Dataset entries

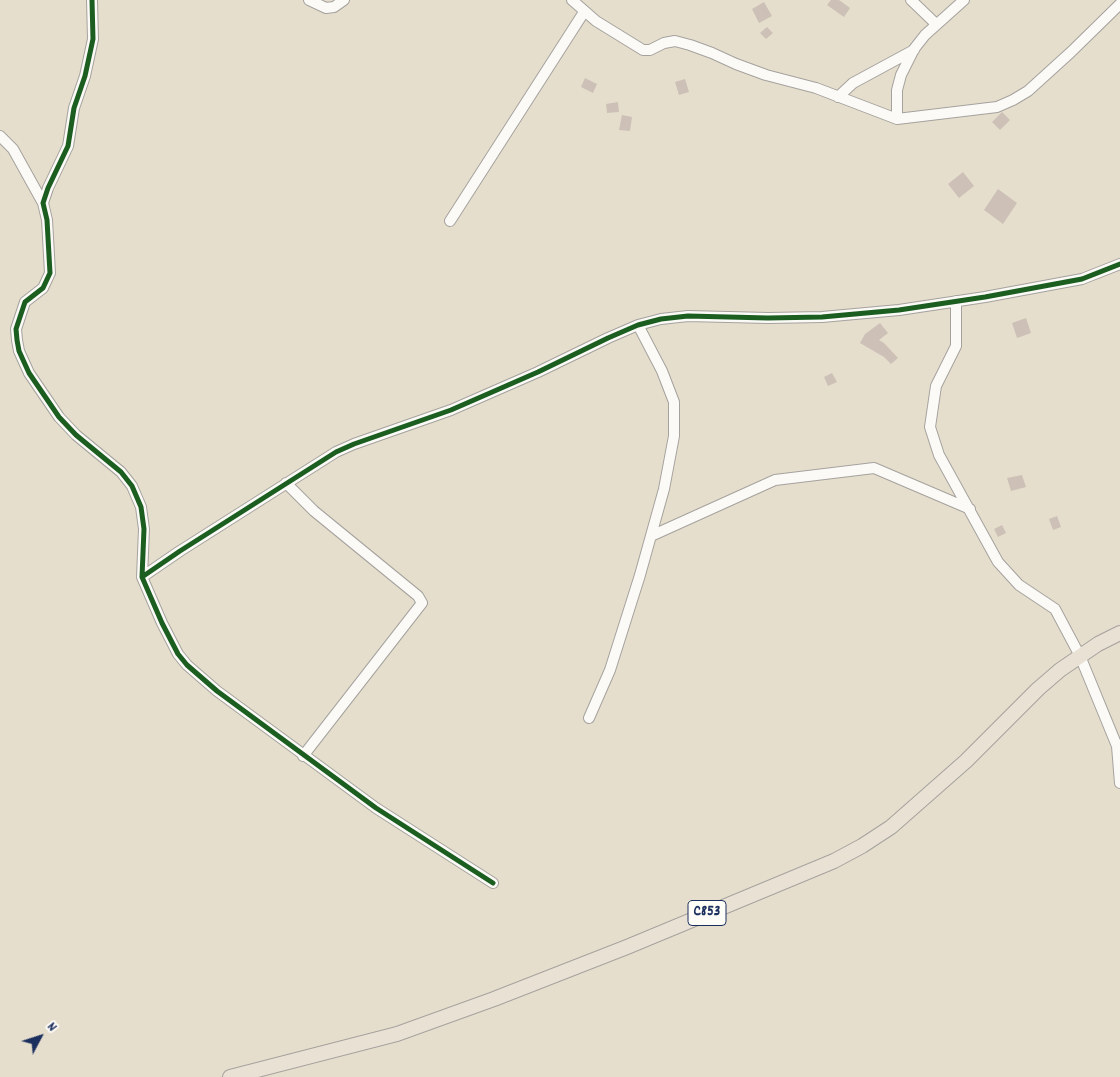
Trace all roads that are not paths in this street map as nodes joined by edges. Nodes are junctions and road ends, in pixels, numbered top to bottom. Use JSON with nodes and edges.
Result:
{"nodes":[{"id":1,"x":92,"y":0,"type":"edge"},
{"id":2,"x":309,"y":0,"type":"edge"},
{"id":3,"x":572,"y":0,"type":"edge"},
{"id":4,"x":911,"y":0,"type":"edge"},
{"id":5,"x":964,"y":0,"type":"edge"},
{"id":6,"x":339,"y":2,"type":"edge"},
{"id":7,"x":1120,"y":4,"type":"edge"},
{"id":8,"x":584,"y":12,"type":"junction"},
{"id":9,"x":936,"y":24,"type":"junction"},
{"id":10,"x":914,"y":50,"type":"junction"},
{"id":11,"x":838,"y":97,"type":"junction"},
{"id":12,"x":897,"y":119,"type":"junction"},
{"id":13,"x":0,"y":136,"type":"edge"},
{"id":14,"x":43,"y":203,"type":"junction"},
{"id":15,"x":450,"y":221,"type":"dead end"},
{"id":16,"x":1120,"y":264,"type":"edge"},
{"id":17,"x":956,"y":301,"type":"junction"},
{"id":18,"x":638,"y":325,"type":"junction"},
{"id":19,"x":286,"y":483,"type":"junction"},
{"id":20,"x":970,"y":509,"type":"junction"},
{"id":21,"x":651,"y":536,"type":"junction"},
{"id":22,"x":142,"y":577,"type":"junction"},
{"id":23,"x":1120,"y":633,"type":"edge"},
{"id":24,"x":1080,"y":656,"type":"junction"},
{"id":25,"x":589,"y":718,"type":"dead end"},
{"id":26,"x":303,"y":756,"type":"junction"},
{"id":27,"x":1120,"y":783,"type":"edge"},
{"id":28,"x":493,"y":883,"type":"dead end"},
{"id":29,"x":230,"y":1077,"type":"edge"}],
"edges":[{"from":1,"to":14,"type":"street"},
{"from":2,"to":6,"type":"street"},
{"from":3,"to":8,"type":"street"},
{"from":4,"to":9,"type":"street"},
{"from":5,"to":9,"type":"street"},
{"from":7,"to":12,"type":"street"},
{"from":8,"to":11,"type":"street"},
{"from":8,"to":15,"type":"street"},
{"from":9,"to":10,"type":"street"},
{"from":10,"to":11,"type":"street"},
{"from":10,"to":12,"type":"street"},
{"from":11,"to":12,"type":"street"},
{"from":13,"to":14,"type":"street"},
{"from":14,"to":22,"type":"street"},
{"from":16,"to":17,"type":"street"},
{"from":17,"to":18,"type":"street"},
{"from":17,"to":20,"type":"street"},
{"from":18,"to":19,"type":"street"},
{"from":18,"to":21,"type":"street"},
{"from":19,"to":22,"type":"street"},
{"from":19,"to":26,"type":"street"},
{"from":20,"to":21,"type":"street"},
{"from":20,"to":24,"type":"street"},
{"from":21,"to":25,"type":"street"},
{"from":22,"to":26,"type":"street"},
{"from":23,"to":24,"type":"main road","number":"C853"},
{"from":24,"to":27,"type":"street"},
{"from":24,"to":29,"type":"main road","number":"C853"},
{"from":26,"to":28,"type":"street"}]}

● **TASK DESCRIPTION**:
Leave out the pictures and retype the rest of the entries exactly.

● **RESPONSE AREA**:
Trace all roads that are not paths in this street map as nodes joined by edges. Nodes are junctions and road ends, in pixels, numbered top to bottom. Use JSON with nodes and edges.
Result:
{"nodes":[{"id":1,"x":92,"y":0,"type":"edge"},
{"id":2,"x":309,"y":0,"type":"edge"},
{"id":3,"x":572,"y":0,"type":"edge"},
{"id":4,"x":911,"y":0,"type":"edge"},
{"id":5,"x":964,"y":0,"type":"edge"},
{"id":6,"x":339,"y":2,"type":"edge"},
{"id":7,"x":1120,"y":4,"type":"edge"},
{"id":8,"x":584,"y":12,"type":"junction"},
{"id":9,"x":936,"y":24,"type":"junction"},
{"id":10,"x":914,"y":50,"type":"junction"},
{"id":11,"x":838,"y":97,"type":"junction"},
{"id":12,"x":897,"y":119,"type":"junction"},
{"id":13,"x":0,"y":136,"type":"edge"},
{"id":14,"x":43,"y":203,"type":"junction"},
{"id":15,"x":450,"y":221,"type":"dead end"},
{"id":16,"x":1120,"y":264,"type":"edge"},
{"id":17,"x":956,"y":301,"type":"junction"},
{"id":18,"x":638,"y":325,"type":"junction"},
{"id":19,"x":286,"y":483,"type":"junction"},
{"id":20,"x":970,"y":509,"type":"junction"},
{"id":21,"x":651,"y":536,"type":"junction"},
{"id":22,"x":142,"y":577,"type":"junction"},
{"id":23,"x":1120,"y":633,"type":"edge"},
{"id":24,"x":1080,"y":656,"type":"junction"},
{"id":25,"x":589,"y":718,"type":"dead end"},
{"id":26,"x":303,"y":756,"type":"junction"},
{"id":27,"x":1120,"y":783,"type":"edge"},
{"id":28,"x":493,"y":883,"type":"dead end"},
{"id":29,"x":230,"y":1077,"type":"edge"}],
"edges":[{"from":1,"to":14,"type":"street"},
{"from":2,"to":6,"type":"street"},
{"from":3,"to":8,"type":"street"},
{"from":4,"to":9,"type":"street"},
{"from":5,"to":9,"type":"street"},
{"from":7,"to":12,"type":"street"},
{"from":8,"to":11,"type":"street"},
{"from":8,"to":15,"type":"street"},
{"from":9,"to":10,"type":"street"},
{"from":10,"to":11,"type":"street"},
{"from":10,"to":12,"type":"street"},
{"from":11,"to":12,"type":"street"},
{"from":13,"to":14,"type":"street"},
{"from":14,"to":22,"type":"street"},
{"from":16,"to":17,"type":"street"},
{"from":17,"to":18,"type":"street"},
{"from":17,"to":20,"type":"street"},
{"from":18,"to":19,"type":"street"},
{"from":18,"to":21,"type":"street"},
{"from":19,"to":22,"type":"street"},
{"from":19,"to":26,"type":"street"},
{"from":20,"to":21,"type":"street"},
{"from":20,"to":24,"type":"street"},
{"from":21,"to":25,"type":"street"},
{"from":22,"to":26,"type":"street"},
{"from":23,"to":24,"type":"main road","number":"C853"},
{"from":24,"to":27,"type":"street"},
{"from":24,"to":29,"type":"main road","number":"C853"},
{"from":26,"to":28,"type":"street"}]}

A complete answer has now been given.